Convoque Seu Buda marca a entrada de Criolo na música brasileira
Por Vinícius Lima
Criolo é de outro planeta. Não que ele seja uma espécie
de alienígena do rap nacional, mas ele é gênio, e sua cabeça compõe letras
que estão anos luz na nossa frente. Desde seu primeiro CD, o “Ainda Há Tempo”,
produzido sem recurso algum, o reconhecido “Nó Na Orelha”, que o revelou para
fora do Grajaú com a produção ilustríssima de Daniel Ganjaman e Marcelo Cabral,
e agora com seu mais novo disco, o “Convoque Seu Buda”, que conta com a mesma
produção.
Se você ouvir o novo CD do
Criolo de maneira descompromissada no ônibus ou na linha vermelha lotada, as
letras como “Cartão De Visita”, “Esquiva Da Esgrima”, “Fermento Pra Massa” e
“Pegue Pra Ela” soarão simples e superficiais, porém suas linhas e suas
palavras carregam um duplo sentido crítico, digno de ser comparado a qualquer
letra de um Chico Buarque ou Milton Nascimento na época da ditadura militar.
Criolo usa e abusa de suas referências diversas como Sabotage, Ogi, Black
Alien, Nietzsche, Ferréz e Perrenoud para fazer críticas a violência e
preconceito como em “Esquiva Da Esgrima”; cita os podres da classe média
camuflado numa batida animada e num refrão com a linda voz de Tulipa Ruiz
dizendo “parcela no cartão essa gente indigesta”; em Fermento pra Massa, num
samba Criolo, explicou como a população é apenas massa de manobra do governo,
fazendo comparação a uma padaria; e pra fechar as letras que mais me chamaram
atenção, em “Pegue Pra Ela”, Criolo faz uma forte critica a indústria cultural
que domina e molda os artistas em padrões para o lucro das empresas de
comunicação e de eventos, como se pode ver em frases como “toda indústria tem
no comércio o seu ponto de reprodução” ou “toda cultura vira comércio, é o ponto
de degradação.”.
Criolo não revolucionou em seu novo trabalho, e sim apenas o reformou.
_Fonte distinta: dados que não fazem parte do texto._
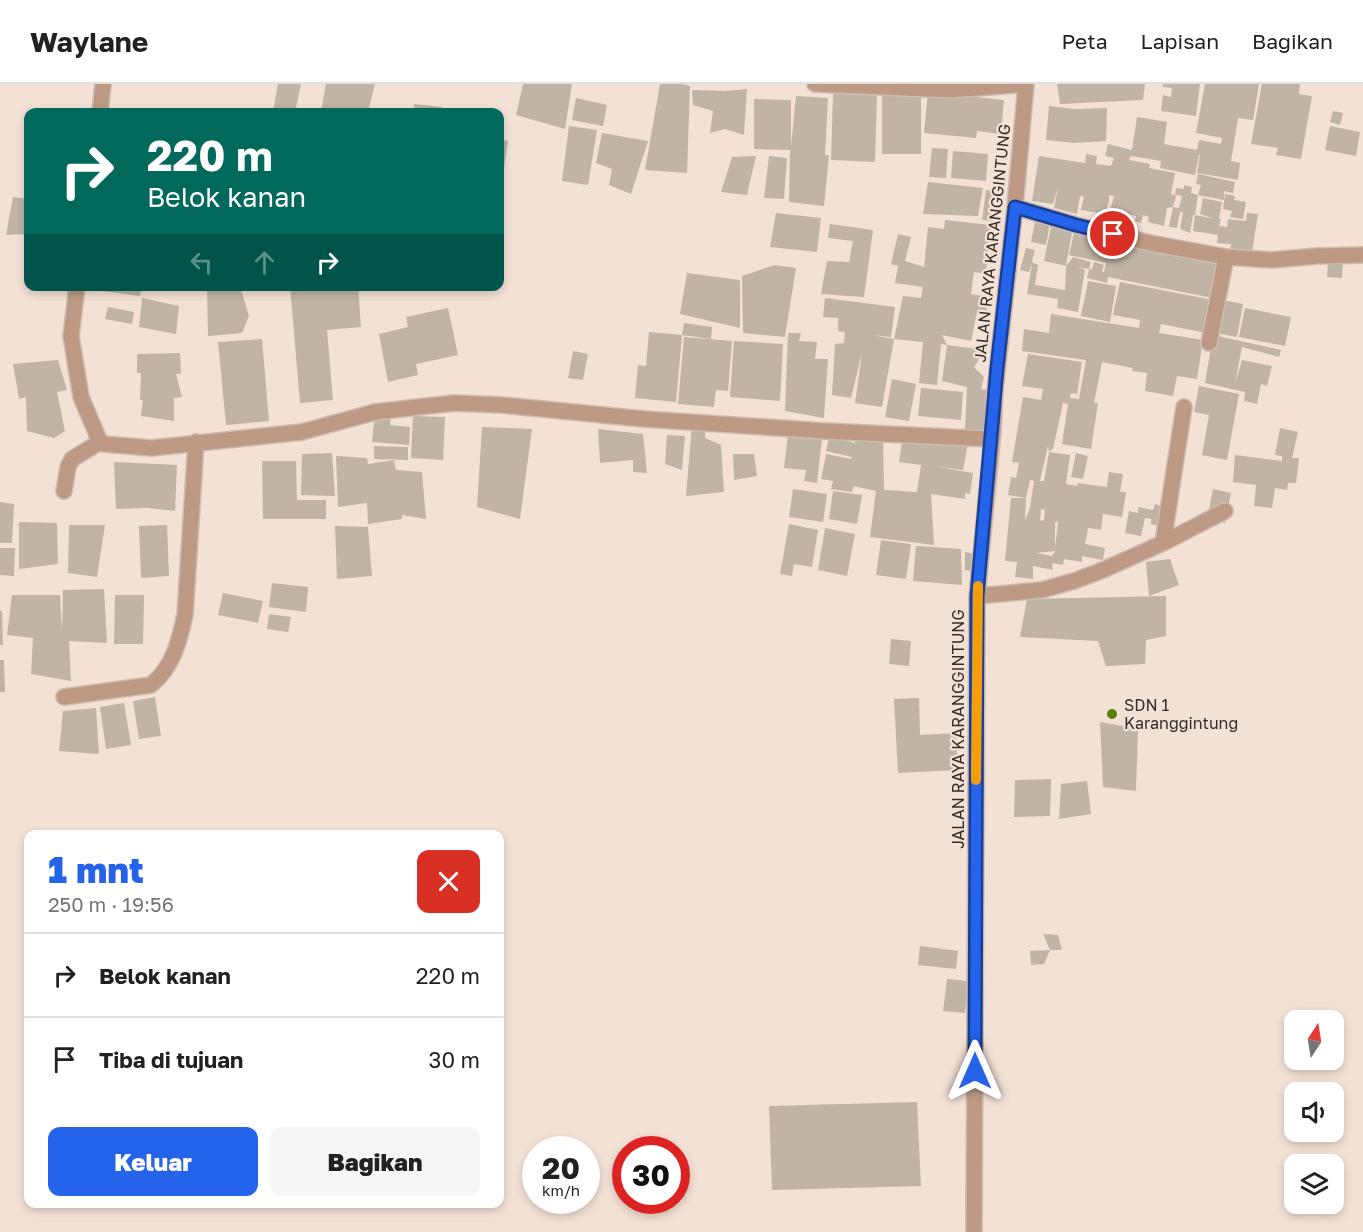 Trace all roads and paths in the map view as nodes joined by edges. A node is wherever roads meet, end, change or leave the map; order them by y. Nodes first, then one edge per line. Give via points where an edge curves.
1 (104, 84) edge
2 (815, 84) edge
3 (1026, 84) edge
4 (101, 108) edge
5 (1015, 207) junction
6 (1363, 255) edge
7 (1226, 257) junction
8 (76, 291) edge
9 (1209, 343) dead end
10 (1184, 406) dead end
11 (991, 439) junction
12 (100, 442) junction
13 (196, 442) junction
14 (64, 491) dead end
15 (1226, 511) dead end
16 (1163, 543) junction
17 (977, 596) junction
18 (64, 697) dead end
19 (974, 1232) edge

1 - 4 street
2 - 3 street via 951,90
3 - 5 street, JALAN RAYA KARANGGINTUNG
5 - 7 street via 1150,243
5 - 11 street, JALAN RAYA KARANGGINTUNG
6 - 7 street via 1272,260
7 - 9 street
8 - 12 street via 71,336 81,397
10 - 16 street
11 - 13 street via 644,419 454,403 375,412 302,432
11 - 17 street, JALAN RAYA KARANGGINTUNG
12 - 13 street via 152,448
12 - 14 street via 72,459
13 - 18 street via 185,615 172,660 151,685
15 - 16 street
16 - 17 street via 1074,581 1042,590
17 - 19 street, JALAN RAYA KARANGGINTUNG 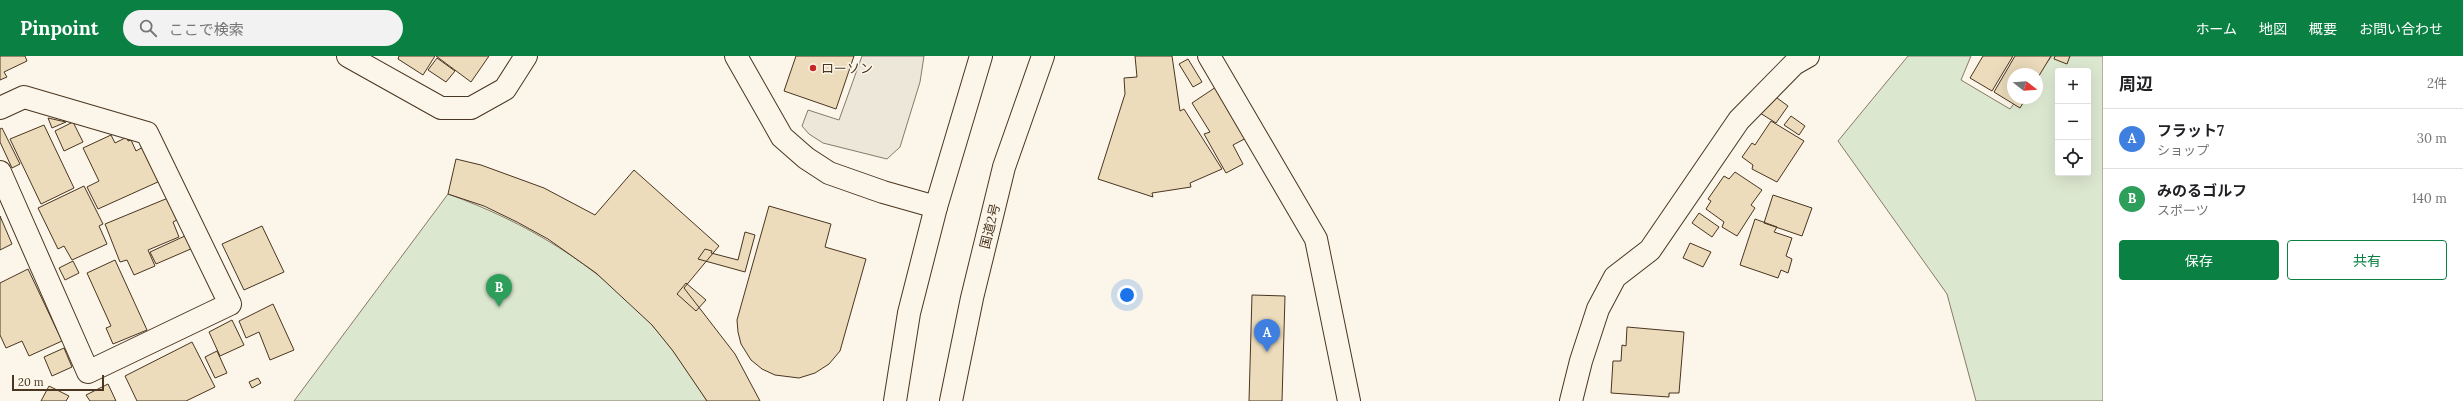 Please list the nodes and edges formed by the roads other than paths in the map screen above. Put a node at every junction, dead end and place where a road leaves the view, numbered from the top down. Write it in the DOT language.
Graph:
graph roads {
  1 [pos="348,56"];
  2 [pos="526,56"];
  3 [pos="736,56"];
  4 [pos="980,56"];
  5 [pos="1043,56"];
  6 [pos="1209,56"];
  7 [pos="1808,56"];
  8 [pos="0,108"];
  9 [pos="0,172"];
  10 [pos="936,207"];
  11 [pos="895,401"];
  12 [pos="951,401"];
  13 [pos="1349,401"];
  14 [pos="1572,401"];
  1 -- 2 [label="main road"];
  3 -- 10 [label="main road"];
  4 -- 10 [label="main road"];
  5 -- 12 [label="main road, 国道2号"];
  6 -- 13 [label="main road"];
  7 -- 14 [label="main road"];
  8 -- 9 [label="main road"];
  10 -- 11 [label="main road"];
}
Mas fez uma bela reforma. Manteve a mesma formula do último CD “Nó Na
Orelha” (talvez pela mesma produção de Ganjaman e Cabral), com alternância de
estilos, samba, rap, rock; o que não é ruim, apenas um comentário. Talvez seja essa sua marca como artista. Nesse álbum, porém, ele convida artistas talentosíssimos para também compartilhar essa alegria com ele: Kiku Dinnuci, Rodrigo Campos e a já citada Tulipa Ruiz nos arranjos, Juçara Marçal e o próximo gênio do RAP
nacional, Neto (guardem esse nome) do Síntese.
Enfim, Criolo mostra nesse
CD um amadurecimento musical enorme e não acho exagerado dizer que talvez seja
o seu mergulho na história da música brasileira ao lado de grandes mestres.
Assim como Emicida em “O Glorioso Retorno De Quem Nunca Esteve Aqui”, creio que
Criolo com “Convoque Seu Buda”, quis dizer “não sou só rapper, não sei só fazer
rima em batida eletrônica, sou artista, e o rap é arte sim.”.